To locate fields in your GCP project which have names which indicate that they may be human-readable Personally Identifiable Information (PII) or GDPR special category data, you may wish to execute this shell script in the GCP cloud console, from your local machine or within a Github codespace. This will identify all field names anywhere within your GCP project (except datasets beginning dataform other than the dataform dataset itself, because these are likely Dataform development or assertion datasets) which contain the patterns email, name, dob, birth, national, insurance, trn, phone, postcode, address, mobile, passport, driv, ethni, religio, union, sex, gender, orientation or disabilit (case insensitive), but do not have a policy tag attached.
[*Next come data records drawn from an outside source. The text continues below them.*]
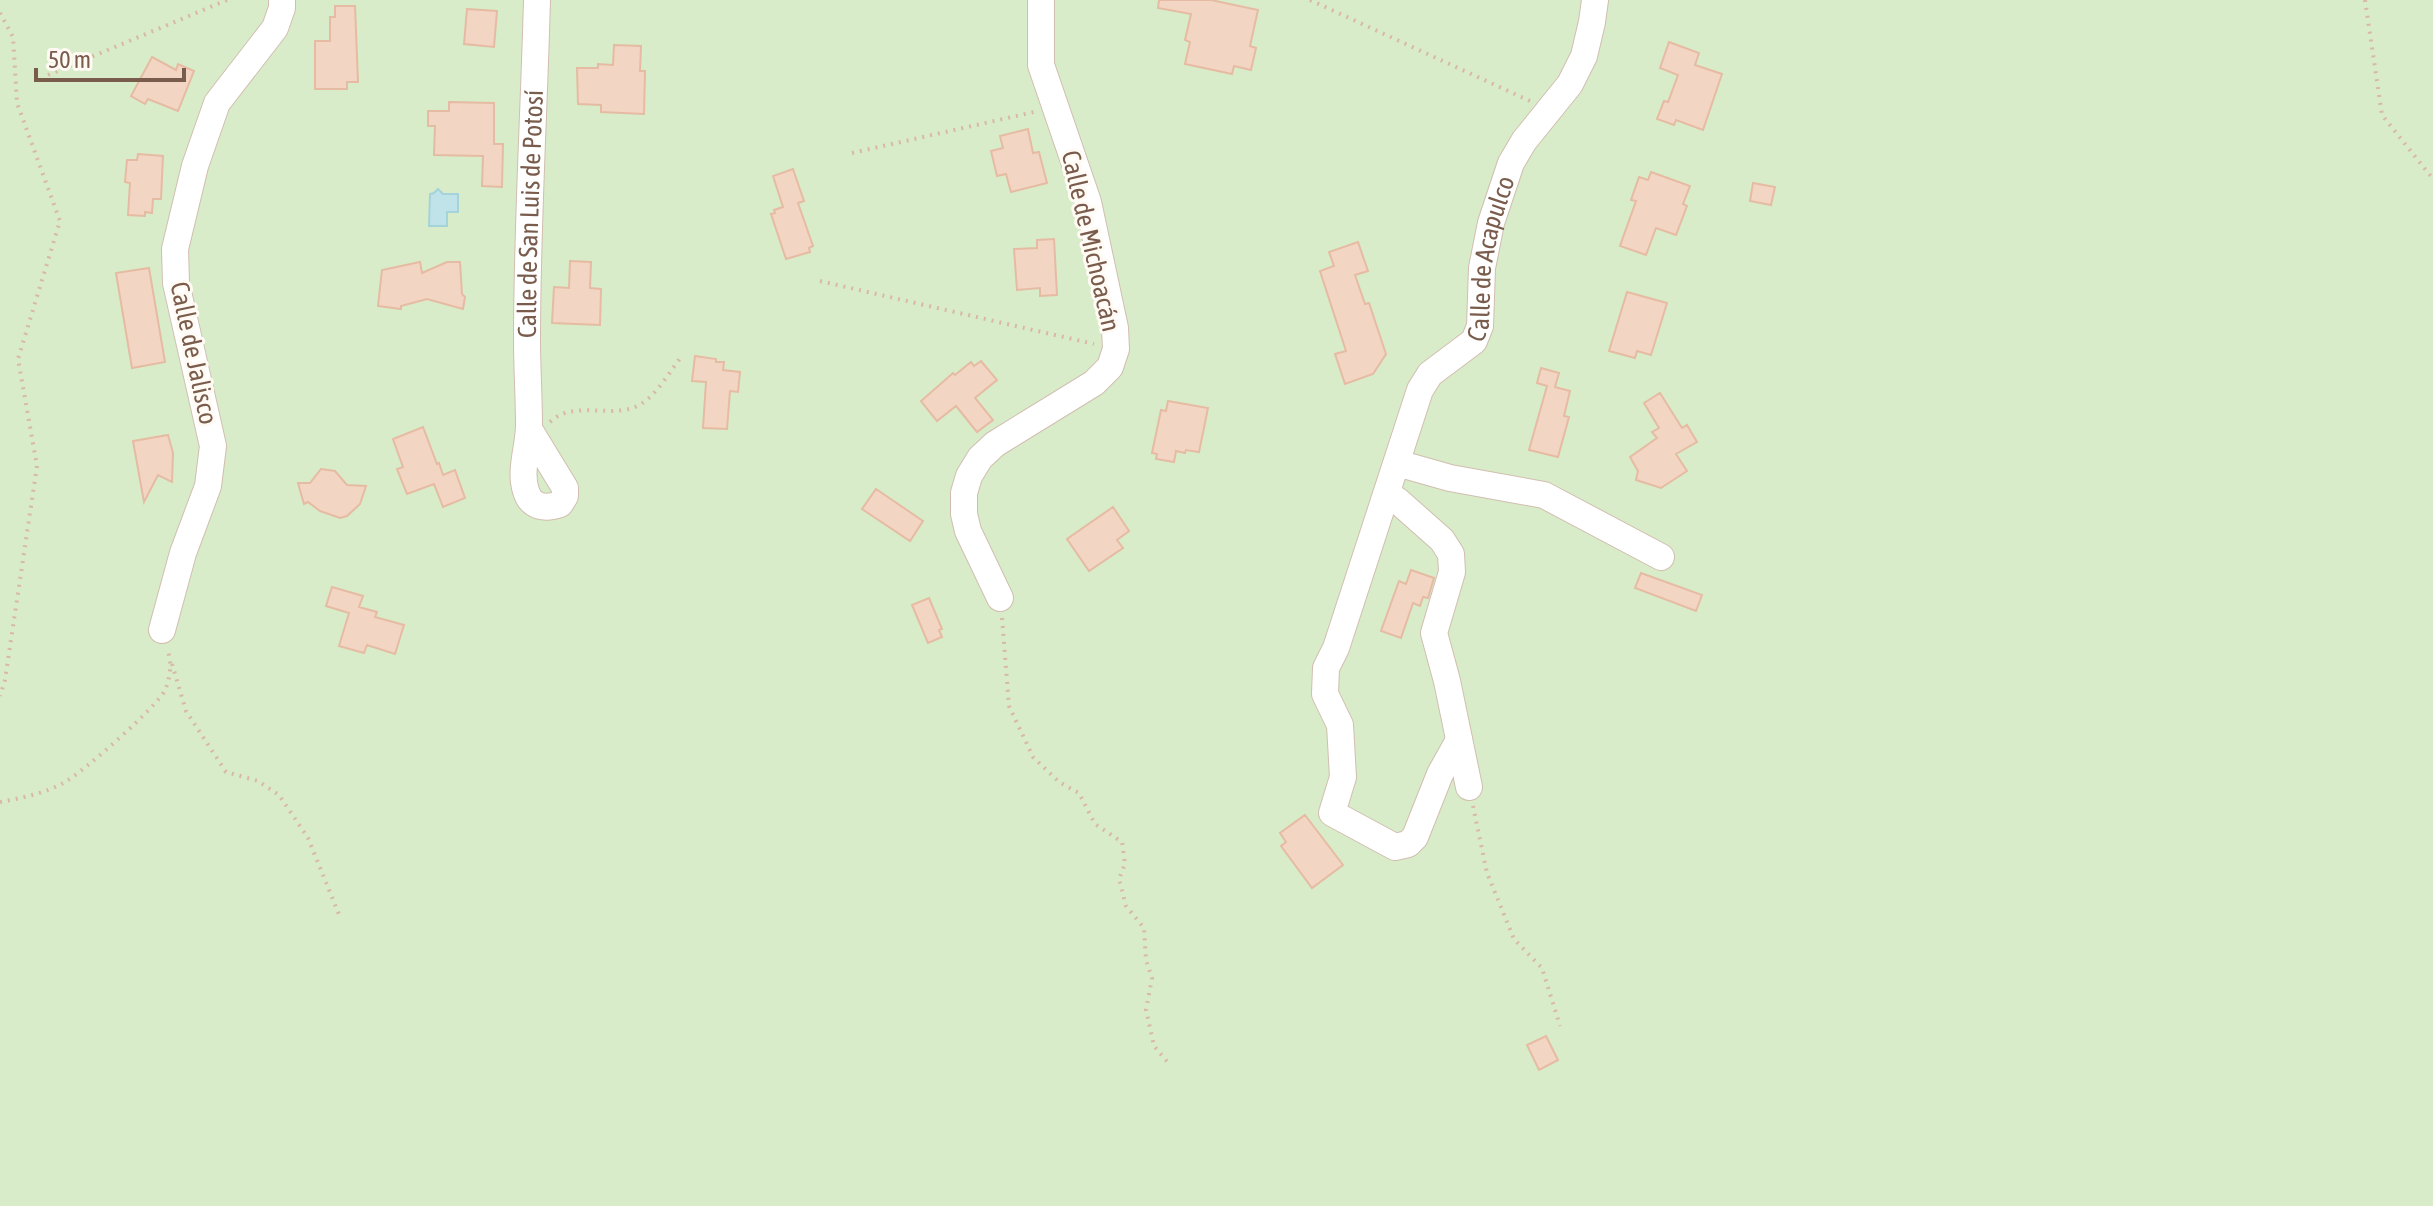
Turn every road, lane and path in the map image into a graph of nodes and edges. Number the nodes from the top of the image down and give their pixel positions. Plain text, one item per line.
1 (227, 0) edge
2 (282, 0) edge
3 (537, 0) edge
4 (1041, 0) edge
5 (1310, 0) edge
6 (1595, 0) edge
7 (2365, 0) edge
8 (0, 13) edge
9 (48, 75) dead end
10 (1056, 107) junction
11 (1550, 110) junction
12 (852, 153) dead end
13 (2433, 179) edge
14 (820, 281) dead end
15 (1116, 349) junction
16 (682, 356) dead end
17 (534, 437) joint
18 (1397, 463) junction
19 (1387, 494) junction
20 (1661, 557) dead end
21 (1000, 598) joint
22 (162, 630) joint
23 (172, 664) junction
24 (0, 696) edge
25 (1459, 740) junction
26 (1469, 787) joint
27 (0, 802) edge
28 (340, 917) dead end
29 (1560, 1026) dead end
30 (1170, 1065) dead end

1 - 9 path
2 - 22 street, Calle de Jalisco
3 - 17 street, Calle de San Luis de Potosí
4 - 10 street, Calle de Michoacán
5 - 11 path
6 - 11 street, Calle de Acapulco
7 - 13 path
8 - 24 path
10 - 12 path
10 - 15 street, Calle de Michoacán
11 - 18 street, Calle de Acapulco
14 - 15 path
15 - 21 street, Calle de Michoacán
16 - 17 path
18 - 19 street, Calle de Acapulco
18 - 20 street
19 - 25 street
19 - 25 street, Calle de Acapulco
21 - 30 path
22 - 23 path
23 - 27 path
23 - 28 path
25 - 26 street
26 - 29 path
Primary and foreign key constraints

dfe-analytics-dataform automatically applies BigQuery primary key constraints to either the id field or the field set to be the primary key with the table level primaryKey parameter.

Optionally it also allows configuration of BigQuery foreign key constraints.

These constraints may accelerate JOIN performance. See here for more information.

To configure these, add parameters to the configuration for that key in your dataSchema so that it looks like:

    {
      keyName: "other_thing_id",
      dataType: "string",
      description: "Description of this field to include in metadata here.",
      foreignKeyTable: "other_things", // The name of the table the other_thing_id foreign key in this table relates *to* in your application database
      foreignKeyName: "other_thing_id" // The name of the primary key in the foreignKeyTable table the other_thing_id foreign key relates to.
    }

If foreignKeyName is omitted, it defaults to id.

Data retention schedules

To configure a data retention schedule for data processed by dfe-analytics-dataform add expirationDays and/or webRequestEventExpirationDays parameter(s) to your dfeAnalyticsDataform() in Dataform as in the following example:

dfeAnalyticsDataform({
  eventSourceName: "patent-a-biscuit-type",
  bqEventsTableName: "events",
  urlRegex: "www.patent-a-biscuit-type.gov.uk",
  expirationDays: 2555, // set to the integer number of days you want to delete data in your BigQuery project after, or leave as false if you don't want to enforce a project-wide data retention schedule
  webRequestEventExpirationDays: 365, // set to the integer number of days you want to delete web requests in your events table after
  dataSchema: [{
    entityTableName: "biscuit_types",
    expirationDays: 365, // set to the integer number of days you want to delete entity events for this entityTableName after
    keys: [{
      keyName: "name",
      dataType: "string"
    }, {
      keyName: "contains_chocolate",
      dataType: "boolean"
    }, {
      keyName: "inventor_email_address",
      dataType: "date"
    }]
  }],
  customEventSchema: [{
    eventType: "view_picture",
    expirationDays: 365, // set to the integer number of days you want to delete custom events for this eventType after
    keys: [{
      keyName: "biscuit_type_id",
      dataType: "string"
    }]
  }]
});

If a data retention schedule has been configured via the top-level, custom event-level or entity-level expirationDays parameter and/or webRequestEventExpirationDays parameter, dfe-analytics-dataform will delete data in tables generated by dfe-analytics-dataform to the extent that it is possible to prove that the data was last updated the appropriate number of days ago. This includes deleting:

  • Events in the source events table or output events table which are older than expirationDays, which are entity create/update/delete/import events for an entity which are older than expirationDays for that entity, or which are custom events which are older than expirationDays for that custom event type, or which are web request events which are older than webRequestEventExpirationDays
  • Versions of entities in the entity_version table which are older than either the top-level or entity-level expirationDays parameter (whichever is more recent)
  • Updates to fields and versions of entities in the flattened entity field updates, version and latest tables which are older than either the top-level or entity-level expirationDays parameter (whichever is more recent)
  • Custom events in flattened custom events tables which are older than either the top-level or custom event-level expirationDays parameter (whichever is more recent)
  • Pageviews and sessions in the pageview_with_funnels, sessions and session_details tables which are older than expirationDays or webRequestEventExpirationDays (whichever is more recent)
  • Checksum calculations in the entity_table_check_import and entity_table_check_scheduled tables which are older than expirationDays

Where possible deletion occurs via means of partition or table expiry to ensure that data deletion occurs even if the Dataform pipeline does not run. If this is not possible then in many cases tables are recreated from source each night, which has the effect of deleting data where it has been deleted from source. In the remaining cases dfe-analytics-dataform will run DELETE DML statements to achieve this.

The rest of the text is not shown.